Iam roles defines whether an AWS service can access another AWS service. For example, it can define whether an ec2 instance or a lambda function can access S3 or SNS or other services. It can also provide read only or full access to the required service.
To allow a lambda function to access S3 bucket, a role needs to be setup first to allow access. To create a role, open AWS console, and then go to IAM from the services section. Then click Roles from the left menu.
Then, click on the "Create new Role" from the top options.
Then from the "Aws Service Roles" section, select Lambda and then click "Select".
On the next screen, a long list of options are available to select from, Filter the list by typing in "amazons3". This is only show available policies for the S3 related policies.
Click on "Next Step" where the name and description of the role can be defined. The policies can be viewed and edited as well.
Then click on "Create role" to create the role. Once the role has been created it can be immediately used from the lambda function.

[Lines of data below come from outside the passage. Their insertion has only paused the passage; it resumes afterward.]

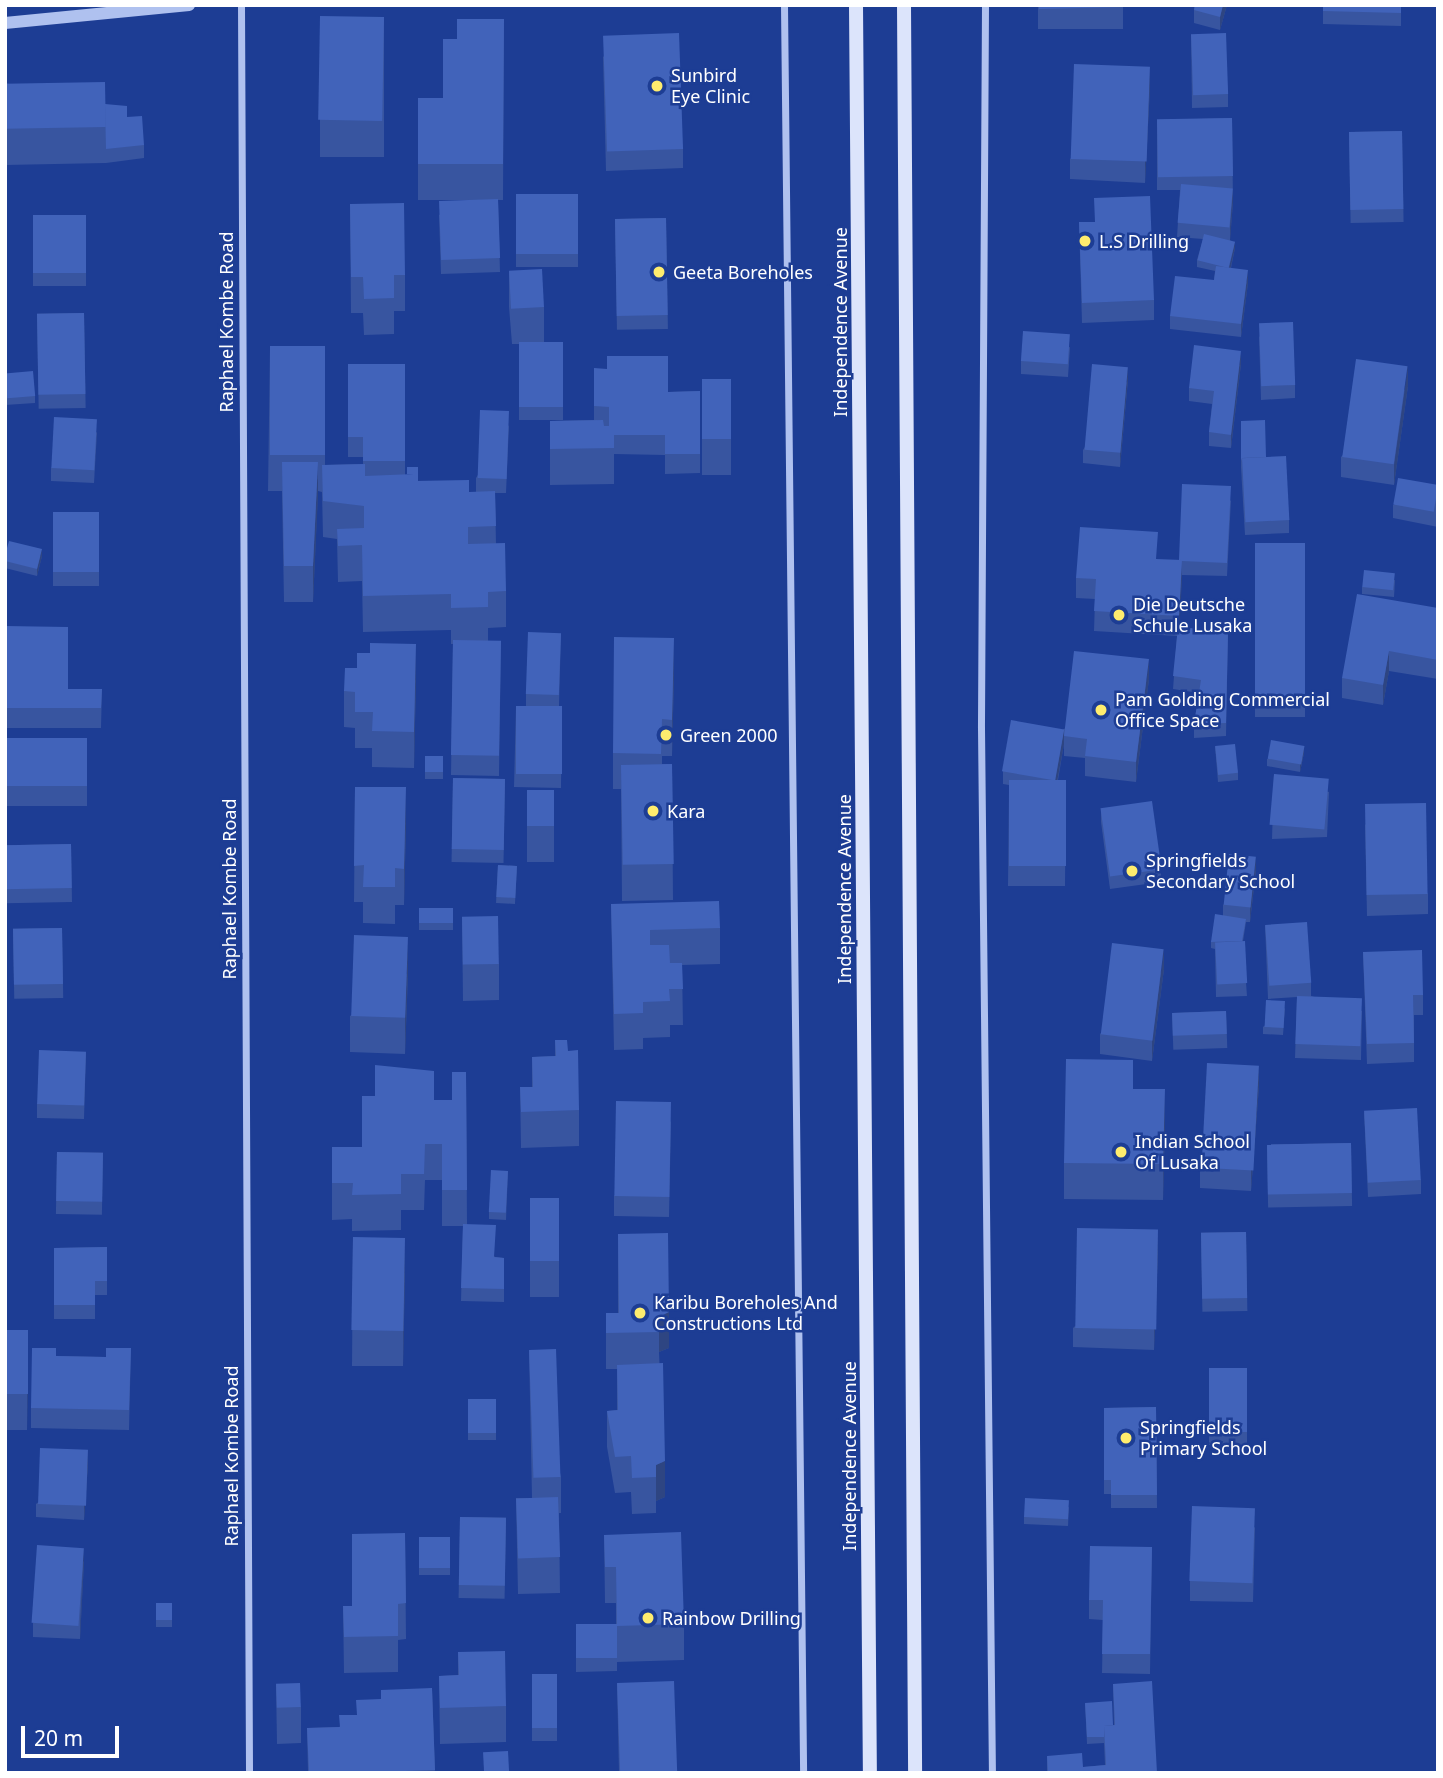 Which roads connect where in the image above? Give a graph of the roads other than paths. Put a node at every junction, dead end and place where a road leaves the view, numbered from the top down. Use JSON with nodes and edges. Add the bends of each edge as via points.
{"nodes":[{"id":1,"x":189,"y":5,"type":"edge"},
{"id":2,"x":241,"y":5,"type":"edge"},
{"id":3,"x":784,"y":5,"type":"edge"},
{"id":4,"x":856,"y":5,"type":"edge"},
{"id":5,"x":904,"y":5,"type":"edge"},
{"id":6,"x":985,"y":5,"type":"edge"},
{"id":7,"x":5,"y":23,"type":"edge"},
{"id":8,"x":249,"y":1773,"type":"edge"},
{"id":9,"x":803,"y":1773,"type":"edge"},
{"id":10,"x":870,"y":1773,"type":"edge"},
{"id":11,"x":915,"y":1773,"type":"edge"},
{"id":12,"x":992,"y":1773,"type":"edge"}],
"edges":[{"from":1,"to":7,"type":"street"},
{"from":2,"to":8,"type":"street","name":"Raphael Kombe Road"},
{"from":3,"to":9,"type":"street"},
{"from":4,"to":10,"type":"main road","name":"Independence Avenue"},
{"from":5,"to":11,"type":"main road"},
{"from":6,"to":12,"type":"street","via":[[981,728]]}]} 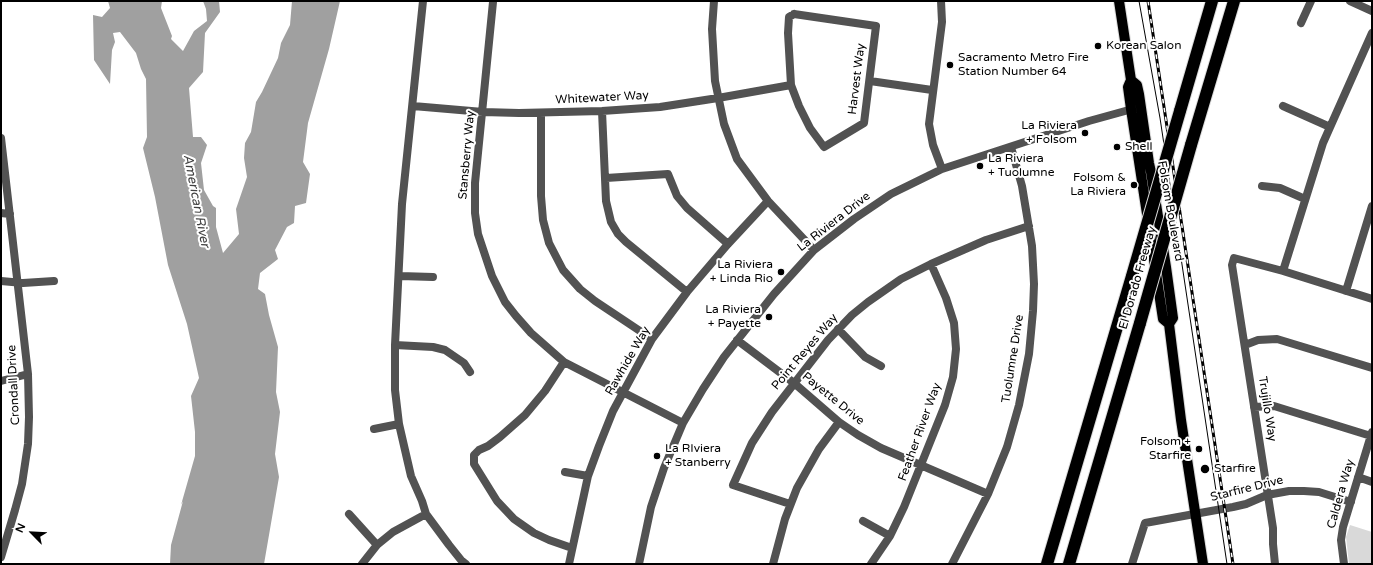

Note that an IAM role can have a maximum of 10 policies as of writing this page and the role can be modified after creation. For example, previously once an ec2 instance was created the role had to be associated during launch and further roles could not be added or removed. One of the ways to fix this was to relaunch the ec2 instance with the correct role. The other way to workaround the problem was to modify the role with the required policies. However, this may not be a feasible solution if the role is attached to other ec2 instances where different policies are required.